Exercise goal => How many lines in the entries below contain the word "where"? Answer with the number and nothing else.

The data =>
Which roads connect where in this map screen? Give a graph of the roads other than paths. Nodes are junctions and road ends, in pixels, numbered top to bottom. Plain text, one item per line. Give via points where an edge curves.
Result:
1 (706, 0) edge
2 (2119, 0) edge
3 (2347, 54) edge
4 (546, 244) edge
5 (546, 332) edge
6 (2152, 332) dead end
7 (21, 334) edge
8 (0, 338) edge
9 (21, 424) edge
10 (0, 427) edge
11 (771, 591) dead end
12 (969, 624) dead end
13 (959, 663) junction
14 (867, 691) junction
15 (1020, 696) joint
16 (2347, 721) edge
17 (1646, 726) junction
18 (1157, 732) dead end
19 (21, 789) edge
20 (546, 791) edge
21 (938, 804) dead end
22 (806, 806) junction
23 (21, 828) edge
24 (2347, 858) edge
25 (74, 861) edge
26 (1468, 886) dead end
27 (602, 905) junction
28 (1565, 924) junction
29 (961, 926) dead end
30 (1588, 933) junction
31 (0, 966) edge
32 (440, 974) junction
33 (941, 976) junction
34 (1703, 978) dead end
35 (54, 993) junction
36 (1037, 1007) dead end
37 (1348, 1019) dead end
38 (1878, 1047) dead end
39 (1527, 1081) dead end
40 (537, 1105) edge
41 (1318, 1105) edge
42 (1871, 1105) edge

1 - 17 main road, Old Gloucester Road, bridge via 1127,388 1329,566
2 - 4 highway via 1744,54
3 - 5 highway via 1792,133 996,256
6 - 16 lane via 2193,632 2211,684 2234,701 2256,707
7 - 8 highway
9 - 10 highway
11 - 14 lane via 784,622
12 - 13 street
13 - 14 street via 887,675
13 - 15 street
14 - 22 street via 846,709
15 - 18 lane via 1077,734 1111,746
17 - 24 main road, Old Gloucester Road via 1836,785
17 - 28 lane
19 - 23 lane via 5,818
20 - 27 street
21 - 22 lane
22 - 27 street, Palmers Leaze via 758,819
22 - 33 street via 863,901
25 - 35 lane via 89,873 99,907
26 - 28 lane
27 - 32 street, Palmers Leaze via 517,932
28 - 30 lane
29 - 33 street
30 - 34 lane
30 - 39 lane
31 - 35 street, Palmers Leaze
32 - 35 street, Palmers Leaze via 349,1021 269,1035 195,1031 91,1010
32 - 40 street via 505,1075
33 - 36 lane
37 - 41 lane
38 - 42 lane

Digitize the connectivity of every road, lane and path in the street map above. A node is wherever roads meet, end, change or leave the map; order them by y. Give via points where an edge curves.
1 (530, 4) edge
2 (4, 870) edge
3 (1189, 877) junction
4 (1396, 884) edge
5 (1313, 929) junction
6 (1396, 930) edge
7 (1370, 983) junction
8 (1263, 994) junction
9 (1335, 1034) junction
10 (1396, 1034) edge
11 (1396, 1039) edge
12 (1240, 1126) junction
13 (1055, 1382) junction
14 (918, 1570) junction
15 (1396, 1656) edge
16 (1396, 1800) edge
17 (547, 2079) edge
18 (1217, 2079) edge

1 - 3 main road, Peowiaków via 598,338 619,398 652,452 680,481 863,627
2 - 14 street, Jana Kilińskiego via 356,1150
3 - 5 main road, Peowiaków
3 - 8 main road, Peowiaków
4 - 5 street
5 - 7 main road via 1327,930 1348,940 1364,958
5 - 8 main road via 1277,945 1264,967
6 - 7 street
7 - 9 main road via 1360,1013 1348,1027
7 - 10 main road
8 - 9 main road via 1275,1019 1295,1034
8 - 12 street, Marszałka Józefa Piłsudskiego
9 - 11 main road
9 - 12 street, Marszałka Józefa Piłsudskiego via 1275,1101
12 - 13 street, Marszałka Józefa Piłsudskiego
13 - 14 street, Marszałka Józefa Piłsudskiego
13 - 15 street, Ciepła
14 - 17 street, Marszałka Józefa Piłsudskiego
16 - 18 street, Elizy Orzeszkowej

Task response => 2